>>>>
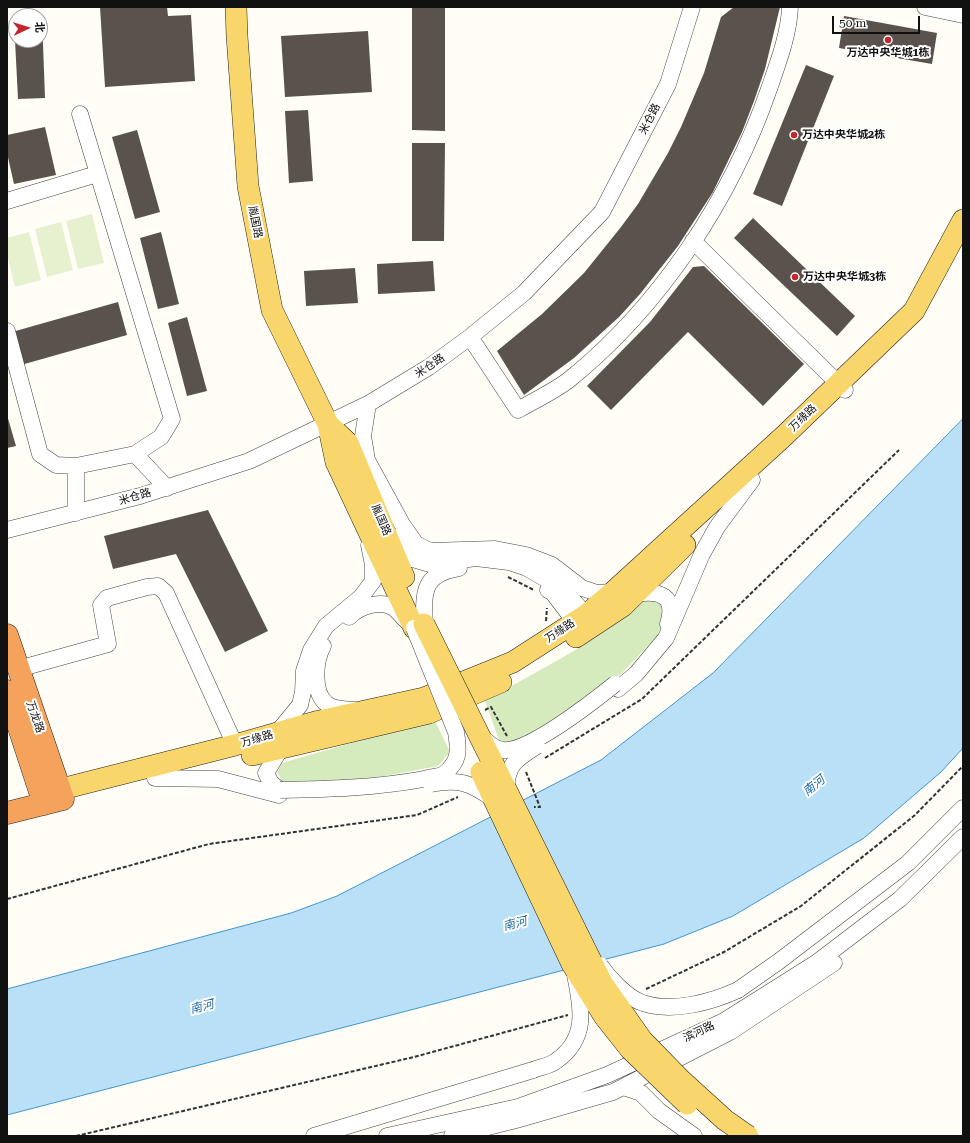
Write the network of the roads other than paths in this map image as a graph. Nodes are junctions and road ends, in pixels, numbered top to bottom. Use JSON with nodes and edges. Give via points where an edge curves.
{"nodes":[{"id":1,"x":236,"y":7,"type":"edge"},
{"id":2,"x":692,"y":7,"type":"edge"},
{"id":3,"x":790,"y":7,"type":"edge"},
{"id":4,"x":925,"y":7,"type":"edge"},
{"id":5,"x":963,"y":15,"type":"edge"},
{"id":6,"x":80,"y":114,"type":"dead end"},
{"id":7,"x":97,"y":174,"type":"junction"},
{"id":8,"x":7,"y":201,"type":"edge"},
{"id":9,"x":963,"y":220,"type":"edge"},
{"id":10,"x":963,"y":239,"type":"edge"},
{"id":11,"x":693,"y":241,"type":"junction"},
{"id":12,"x":7,"y":331,"type":"edge"},
{"id":13,"x":470,"y":337,"type":"junction"},
{"id":14,"x":842,"y":387,"type":"junction"},
{"id":15,"x":368,"y":404,"type":"junction"},
{"id":16,"x":328,"y":424,"type":"junction"},
{"id":17,"x":348,"y":443,"type":"junction"},
{"id":18,"x":135,"y":454,"type":"junction"},
{"id":19,"x":336,"y":462,"type":"junction"},
{"id":20,"x":76,"y":466,"type":"junction"},
{"id":21,"x":752,"y":480,"type":"junction"},
{"id":22,"x":167,"y":488,"type":"junction"},
{"id":23,"x":76,"y":513,"type":"junction"},
{"id":24,"x":7,"y":530,"type":"edge"},
{"id":25,"x":613,"y":592,"type":"junction"},
{"id":26,"x":635,"y":594,"type":"junction"},
{"id":27,"x":585,"y":624,"type":"junction"},
{"id":28,"x":419,"y":626,"type":"junction"},
{"id":29,"x":7,"y":635,"type":"edge"},
{"id":30,"x":18,"y":669,"type":"junction"},
{"id":31,"x":617,"y":686,"type":"junction"},
{"id":32,"x":7,"y":691,"type":"edge"},
{"id":33,"x":364,"y":711,"type":"junction"},
{"id":34,"x":478,"y":734,"type":"junction"},
{"id":35,"x":279,"y":740,"type":"junction"},
{"id":36,"x":236,"y":745,"type":"junction"},
{"id":37,"x":155,"y":778,"type":"junction"},
{"id":38,"x":279,"y":792,"type":"junction"},
{"id":39,"x":500,"y":796,"type":"junction"},
{"id":40,"x":51,"y":797,"type":"junction"},
{"id":41,"x":7,"y":803,"type":"edge"},
{"id":42,"x":963,"y":808,"type":"edge"},
{"id":43,"x":7,"y":813,"type":"edge"},
{"id":44,"x":963,"y":837,"type":"edge"},
{"id":45,"x":963,"y":852,"type":"edge"},
{"id":46,"x":944,"y":864,"type":"junction"},
{"id":47,"x":579,"y":936,"type":"junction"},
{"id":48,"x":572,"y":964,"type":"junction"},
{"id":49,"x":623,"y":1087,"type":"junction"},
{"id":50,"x":314,"y":1136,"type":"edge"},
{"id":51,"x":387,"y":1136,"type":"edge"},
{"id":52,"x":452,"y":1136,"type":"edge"},
{"id":53,"x":694,"y":1136,"type":"edge"},
{"id":54,"x":724,"y":1136,"type":"edge"},
{"id":55,"x":748,"y":1136,"type":"edge"}],
"edges":[{"from":1,"to":16,"type":"main road","name":"胤国路","via":[[248,186],[272,310]]},
{"from":2,"to":13,"type":"street","name":"米仓路","via":[[668,84],[602,212],[524,292]]},
{"from":3,"to":11,"type":"street","via":[[790,17],[780,52],[754,128],[728,183]]},
{"from":4,"to":5,"type":"street"},
{"from":6,"to":7,"type":"street"},
{"from":7,"to":8,"type":"street"},
{"from":7,"to":18,"type":"street","via":[[172,418],[161,438]]},
{"from":9,"to":14,"type":"main road","name":"万缘路","via":[[914,311]]},
{"from":10,"to":14,"type":"main road","name":"万缘路","via":[[921,317]]},
{"from":11,"to":13,"type":"street","via":[[637,314],[592,359],[569,380],[518,410]]},
{"from":11,"to":14,"type":"street"},
{"from":12,"to":20,"type":"street","via":[[40,454],[56,465]]},
{"from":13,"to":15,"type":"street","name":"米仓路","via":[[429,367]]},
{"from":14,"to":21,"type":"main road","name":"万缘路"},
{"from":14,"to":25,"type":"main road","name":"万缘路","via":[[784,436]]},
{"from":15,"to":16,"type":"street","name":"米仓路"},
{"from":15,"to":25,"type":"street","via":[[363,436],[367,460],[402,524],[416,544],[430,551],[495,549],[526,555],[552,565],[582,588],[597,593]]},
{"from":16,"to":17,"type":"main road","name":"胤国路"},
{"from":16,"to":19,"type":"main road","name":"胤国路"},
{"from":16,"to":22,"type":"street","name":"米仓路","via":[[250,461]]},
{"from":17,"to":27,"type":"street","via":[[402,552],[413,559],[430,564],[476,558],[509,562],[527,568],[563,589]]},
{"from":17,"to":28,"type":"main road","name":"胤国路"},
{"from":18,"to":20,"type":"street"},
{"from":18,"to":22,"type":"street"},
{"from":19,"to":28,"type":"main road","name":"胤国路"},
{"from":19,"to":35,"type":"street","via":[[371,552],[372,581],[361,597],[326,626],[311,650],[304,671],[300,705]]},
{"from":20,"to":23,"type":"street"},
{"from":21,"to":26,"type":"main road","name":"万缘路"},
{"from":21,"to":31,"type":"street","via":[[717,527],[702,554],[666,638],[636,674]]},
{"from":22,"to":23,"type":"street","name":"米仓路"},
{"from":23,"to":24,"type":"street","name":"米仓路"},
{"from":25,"to":27,"type":"main road","name":"万缘路"},
{"from":26,"to":27,"type":"main road","name":"万缘路","via":[[623,606]]},
{"from":26,"to":31,"type":"street","via":[[651,591],[662,594],[669,603],[671,613],[665,631]]},
{"from":27,"to":28,"type":"street","via":[[553,593],[528,577],[509,570],[478,565],[445,570],[430,581],[424,595]]},
{"from":27,"to":33,"type":"main road","name":"万缘路","via":[[512,662],[424,698]]},
{"from":27,"to":35,"type":"main road","name":"万缘路","via":[[520,674],[429,713]]},
{"from":28,"to":33,"type":"street","via":[[393,608],[377,604],[358,609],[332,631],[319,653],[316,678],[321,696],[327,704],[336,709]]},
{"from":28,"to":34,"type":"main road","bridge":true},
{"from":28,"to":38,"type":"street","bridge":true,"via":[[456,732],[459,750],[456,760],[443,775],[395,784]]},
{"from":28,"to":39,"type":"main road","bridge":true},
{"from":29,"to":30,"type":"highway","name":"万龙路"},
{"from":30,"to":36,"type":"street","via":[[108,644],[101,605],[107,598],[158,586],[166,593]]},
{"from":30,"to":40,"type":"highway","name":"万龙路"},
{"from":31,"to":34,"type":"street","bridge":true,"via":[[578,714],[520,748],[503,750],[490,745]]},
{"from":31,"to":39,"type":"street","bridge":true,"via":[[510,766]]},
{"from":32,"to":40,"type":"highway","name":"万龙路"},
{"from":33,"to":35,"type":"main road","name":"万缘路","via":[[315,722]]},
{"from":34,"to":39,"type":"main road","bridge":true},
{"from":35,"to":36,"type":"main road","name":"万缘路"},
{"from":35,"to":37,"type":"main road","name":"万缘路"},
{"from":35,"to":38,"type":"street","via":[[266,773]]},
{"from":36,"to":40,"type":"main road","name":"万缘路"},
{"from":37,"to":38,"type":"street","via":[[218,779]]},
{"from":37,"to":40,"type":"main road","name":"万缘路"},
{"from":38,"to":39,"type":"street","bridge":true,"via":[[374,796],[444,781],[475,786]]},
{"from":39,"to":47,"type":"main road","bridge":true},
{"from":39,"to":48,"type":"main road","bridge":true},
{"from":40,"to":41,"type":"highway","name":"万缘路"},
{"from":40,"to":43,"type":"highway","name":"万缘路"},
{"from":42,"to":47,"type":"street","bridge":true,"via":[[908,863],[778,962],[738,990],[718,999],[698,1004],[666,1006],[643,1003],[618,987]]},
{"from":44,"to":46,"type":"street","name":"滨河路"},
{"from":45,"to":46,"type":"street","name":"滨河路"},
{"from":46,"to":49,"type":"street","name":"滨河路","via":[[909,904],[822,972],[730,1032]]},
{"from":46,"to":51,"type":"street","name":"滨河路","via":[[816,963],[724,1020],[607,1075],[518,1107]]},
{"from":47,"to":55,"type":"main road","bridge":true,"via":[[602,983],[642,1040],[719,1115]]},
{"from":48,"to":50,"type":"street","bridge":true,"via":[[582,1017],[571,1048],[556,1062]]},
{"from":48,"to":54,"type":"main road","bridge":true,"via":[[604,1016],[630,1048],[664,1084]]},
{"from":49,"to":52,"type":"street","name":"滨河路","via":[[516,1120]]},
{"from":49,"to":53,"type":"street","via":[[641,1093],[659,1111]]}]}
<<<<
> _Task statement_
When "highway" shows up in a line of the material, report that line.

> _Answer to this exercise_
{"from":29,"to":30,"type":"highway","name":"万龙路"},
{"from":30,"to":40,"type":"highway","name":"万龙路"},
{"from":32,"to":40,"type":"highway","name":"万龙路"},
{"from":40,"to":41,"type":"highway","name":"万缘路"},
{"from":40,"to":43,"type":"highway","name":"万缘路"},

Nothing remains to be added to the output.